» **TASK MATERIAL**
════════════════════

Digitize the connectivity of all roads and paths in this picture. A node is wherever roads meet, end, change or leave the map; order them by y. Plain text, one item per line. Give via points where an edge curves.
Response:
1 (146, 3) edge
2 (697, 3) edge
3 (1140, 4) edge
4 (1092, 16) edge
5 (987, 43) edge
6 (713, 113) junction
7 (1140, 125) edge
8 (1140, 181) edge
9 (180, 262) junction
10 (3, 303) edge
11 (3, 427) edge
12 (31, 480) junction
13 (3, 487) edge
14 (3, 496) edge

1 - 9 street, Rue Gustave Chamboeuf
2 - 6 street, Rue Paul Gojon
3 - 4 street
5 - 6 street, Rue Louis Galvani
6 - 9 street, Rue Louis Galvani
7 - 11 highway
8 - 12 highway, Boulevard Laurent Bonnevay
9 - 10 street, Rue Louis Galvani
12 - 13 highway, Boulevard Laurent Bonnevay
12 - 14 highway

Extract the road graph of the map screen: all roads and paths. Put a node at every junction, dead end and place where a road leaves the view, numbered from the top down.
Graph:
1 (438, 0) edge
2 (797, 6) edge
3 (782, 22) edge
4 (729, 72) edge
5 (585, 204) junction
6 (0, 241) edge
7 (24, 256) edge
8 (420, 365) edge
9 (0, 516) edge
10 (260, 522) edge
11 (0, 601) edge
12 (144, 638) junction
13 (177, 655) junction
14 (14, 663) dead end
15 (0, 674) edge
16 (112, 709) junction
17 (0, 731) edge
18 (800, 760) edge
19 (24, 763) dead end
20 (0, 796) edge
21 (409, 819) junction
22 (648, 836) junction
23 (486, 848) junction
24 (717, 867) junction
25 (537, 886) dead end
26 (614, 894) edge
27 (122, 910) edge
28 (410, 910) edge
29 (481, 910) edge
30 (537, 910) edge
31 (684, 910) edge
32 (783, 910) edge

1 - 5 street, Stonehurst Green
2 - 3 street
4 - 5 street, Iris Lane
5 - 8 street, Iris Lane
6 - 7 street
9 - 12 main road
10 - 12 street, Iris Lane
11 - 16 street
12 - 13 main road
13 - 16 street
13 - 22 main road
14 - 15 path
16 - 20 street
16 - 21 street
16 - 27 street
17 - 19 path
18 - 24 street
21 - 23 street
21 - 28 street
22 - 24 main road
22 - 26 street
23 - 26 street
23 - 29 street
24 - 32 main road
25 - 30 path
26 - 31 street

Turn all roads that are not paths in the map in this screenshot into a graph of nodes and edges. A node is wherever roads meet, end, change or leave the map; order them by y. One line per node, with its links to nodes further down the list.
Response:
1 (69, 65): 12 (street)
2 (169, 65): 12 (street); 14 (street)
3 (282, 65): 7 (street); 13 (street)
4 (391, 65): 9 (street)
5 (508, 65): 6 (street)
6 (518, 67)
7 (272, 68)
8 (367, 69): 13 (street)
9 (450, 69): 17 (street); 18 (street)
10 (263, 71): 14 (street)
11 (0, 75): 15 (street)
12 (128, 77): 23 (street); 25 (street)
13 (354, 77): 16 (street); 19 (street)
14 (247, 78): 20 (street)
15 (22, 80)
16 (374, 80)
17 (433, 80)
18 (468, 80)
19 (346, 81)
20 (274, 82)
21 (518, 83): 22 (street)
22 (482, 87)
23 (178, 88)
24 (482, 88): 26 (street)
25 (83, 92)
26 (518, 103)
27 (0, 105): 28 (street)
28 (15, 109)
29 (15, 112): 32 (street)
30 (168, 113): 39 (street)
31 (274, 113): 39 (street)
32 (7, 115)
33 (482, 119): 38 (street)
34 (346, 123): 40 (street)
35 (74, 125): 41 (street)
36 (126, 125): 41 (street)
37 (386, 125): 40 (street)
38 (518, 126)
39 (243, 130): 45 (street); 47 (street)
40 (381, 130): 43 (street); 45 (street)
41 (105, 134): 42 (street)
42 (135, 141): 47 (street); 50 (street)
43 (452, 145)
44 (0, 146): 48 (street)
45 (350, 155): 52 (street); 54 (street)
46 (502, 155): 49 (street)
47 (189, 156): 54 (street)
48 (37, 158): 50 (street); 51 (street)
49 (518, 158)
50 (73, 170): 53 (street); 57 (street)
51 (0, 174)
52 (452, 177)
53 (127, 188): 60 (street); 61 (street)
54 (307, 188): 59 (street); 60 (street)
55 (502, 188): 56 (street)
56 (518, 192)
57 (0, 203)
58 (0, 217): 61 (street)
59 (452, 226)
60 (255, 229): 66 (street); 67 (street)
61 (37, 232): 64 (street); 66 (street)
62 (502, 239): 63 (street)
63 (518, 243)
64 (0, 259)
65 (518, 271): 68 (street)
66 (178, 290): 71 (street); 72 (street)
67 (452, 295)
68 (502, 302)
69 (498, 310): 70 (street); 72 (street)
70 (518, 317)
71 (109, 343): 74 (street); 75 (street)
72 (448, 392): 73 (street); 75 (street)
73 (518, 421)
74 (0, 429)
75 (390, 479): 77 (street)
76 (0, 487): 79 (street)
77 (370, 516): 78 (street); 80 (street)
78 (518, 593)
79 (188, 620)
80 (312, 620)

════════════════════

» **TASK INSTRUCTIONS**
Select and copy every line from the records that includes the word "them".

» **OUTPUT FOR THIS EXERCISE**
Digitize the connectivity of all roads and paths in this picture. A node is wherever roads meet, end, change or leave the map; order them by y. Plain text, one item per line. Give via points where an edge curves.
Turn all roads that are not paths in the map in this screenshot into a graph of nodes and edges. A node is wherever roads meet, end, change or leave the map; order them by y. One line per node, with its links to nodes further down the list.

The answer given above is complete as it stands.